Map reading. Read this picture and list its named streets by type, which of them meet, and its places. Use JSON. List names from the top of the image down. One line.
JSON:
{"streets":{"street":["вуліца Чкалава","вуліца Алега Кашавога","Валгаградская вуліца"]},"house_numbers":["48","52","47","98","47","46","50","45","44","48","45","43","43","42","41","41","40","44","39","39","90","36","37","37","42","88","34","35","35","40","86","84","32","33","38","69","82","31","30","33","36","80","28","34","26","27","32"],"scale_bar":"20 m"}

========

» What the task requires
Output the listing exactly, from first line to last.

» Written answer
Map reading. Read this picture and list its named streets by type, which of them meet, and its places. Use JSON. List names from the top of the image down. One line.
JSON:
{"streets":{"street":["вуліца Чкалава","вуліца Алега Кашавога","Валгаградская вуліца"]},"house_numbers":["48","52","47","98","47","46","50","45","44","48","45","43","43","42","41","41","40","44","39","39","90","36","37","37","42","88","34","35","35","40","86","84","32","33","38","69","82","31","30","33","36","80","28","34","26","27","32"],"scale_bar":"20 m"}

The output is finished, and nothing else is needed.